| PROBLEM DESCRIPTION |
Reproduce the entries in full. Exclude all images from the copy.

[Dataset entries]
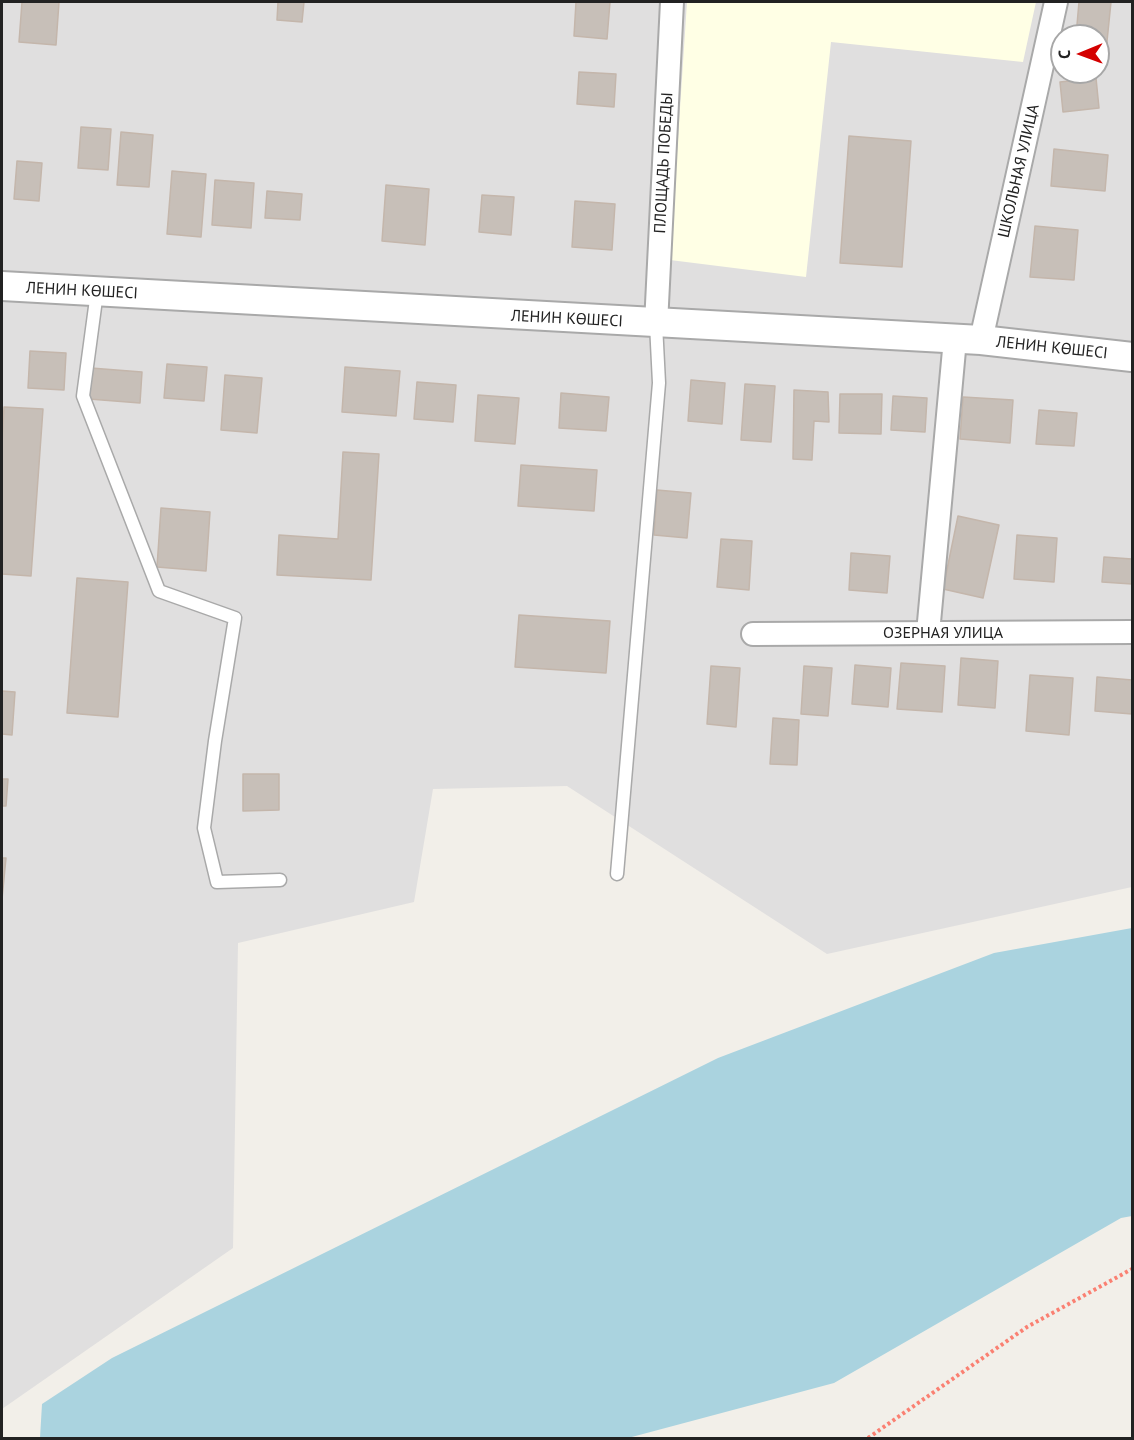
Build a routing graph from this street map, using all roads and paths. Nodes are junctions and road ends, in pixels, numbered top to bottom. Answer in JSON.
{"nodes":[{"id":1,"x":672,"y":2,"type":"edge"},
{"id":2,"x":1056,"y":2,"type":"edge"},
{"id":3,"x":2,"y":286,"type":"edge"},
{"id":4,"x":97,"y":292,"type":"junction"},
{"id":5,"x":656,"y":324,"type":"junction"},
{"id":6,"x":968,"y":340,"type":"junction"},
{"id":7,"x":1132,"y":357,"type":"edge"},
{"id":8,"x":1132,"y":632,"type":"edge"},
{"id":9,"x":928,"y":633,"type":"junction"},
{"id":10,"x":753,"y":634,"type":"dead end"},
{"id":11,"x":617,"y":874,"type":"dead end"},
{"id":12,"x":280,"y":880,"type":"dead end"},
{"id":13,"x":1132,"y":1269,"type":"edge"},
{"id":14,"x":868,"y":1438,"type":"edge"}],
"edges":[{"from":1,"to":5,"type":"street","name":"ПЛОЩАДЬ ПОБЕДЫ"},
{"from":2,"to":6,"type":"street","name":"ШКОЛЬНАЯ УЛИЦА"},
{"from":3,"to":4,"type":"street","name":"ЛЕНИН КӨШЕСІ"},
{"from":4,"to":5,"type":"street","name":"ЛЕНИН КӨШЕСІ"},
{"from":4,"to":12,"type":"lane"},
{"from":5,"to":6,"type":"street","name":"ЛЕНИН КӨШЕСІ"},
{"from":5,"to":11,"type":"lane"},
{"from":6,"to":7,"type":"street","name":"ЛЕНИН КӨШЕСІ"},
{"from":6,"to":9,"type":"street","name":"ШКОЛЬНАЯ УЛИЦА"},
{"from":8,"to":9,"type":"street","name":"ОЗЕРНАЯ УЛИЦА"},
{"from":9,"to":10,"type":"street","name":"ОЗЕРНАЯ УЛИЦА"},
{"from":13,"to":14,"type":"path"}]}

| SOLUTION TO THE EXERCISE |
Build a routing graph from this street map, using all roads and paths. Nodes are junctions and road ends, in pixels, numbered top to bottom. Answer in JSON.
{"nodes":[{"id":1,"x":672,"y":2,"type":"edge"},
{"id":2,"x":1056,"y":2,"type":"edge"},
{"id":3,"x":2,"y":286,"type":"edge"},
{"id":4,"x":97,"y":292,"type":"junction"},
{"id":5,"x":656,"y":324,"type":"junction"},
{"id":6,"x":968,"y":340,"type":"junction"},
{"id":7,"x":1132,"y":357,"type":"edge"},
{"id":8,"x":1132,"y":632,"type":"edge"},
{"id":9,"x":928,"y":633,"type":"junction"},
{"id":10,"x":753,"y":634,"type":"dead end"},
{"id":11,"x":617,"y":874,"type":"dead end"},
{"id":12,"x":280,"y":880,"type":"dead end"},
{"id":13,"x":1132,"y":1269,"type":"edge"},
{"id":14,"x":868,"y":1438,"type":"edge"}],
"edges":[{"from":1,"to":5,"type":"street","name":"ПЛОЩАДЬ ПОБЕДЫ"},
{"from":2,"to":6,"type":"street","name":"ШКОЛЬНАЯ УЛИЦА"},
{"from":3,"to":4,"type":"street","name":"ЛЕНИН КӨШЕСІ"},
{"from":4,"to":5,"type":"street","name":"ЛЕНИН КӨШЕСІ"},
{"from":4,"to":12,"type":"lane"},
{"from":5,"to":6,"type":"street","name":"ЛЕНИН КӨШЕСІ"},
{"from":5,"to":11,"type":"lane"},
{"from":6,"to":7,"type":"street","name":"ЛЕНИН КӨШЕСІ"},
{"from":6,"to":9,"type":"street","name":"ШКОЛЬНАЯ УЛИЦА"},
{"from":8,"to":9,"type":"street","name":"ОЗЕРНАЯ УЛИЦА"},
{"from":9,"to":10,"type":"street","name":"ОЗЕРНАЯ УЛИЦА"},
{"from":13,"to":14,"type":"path"}]}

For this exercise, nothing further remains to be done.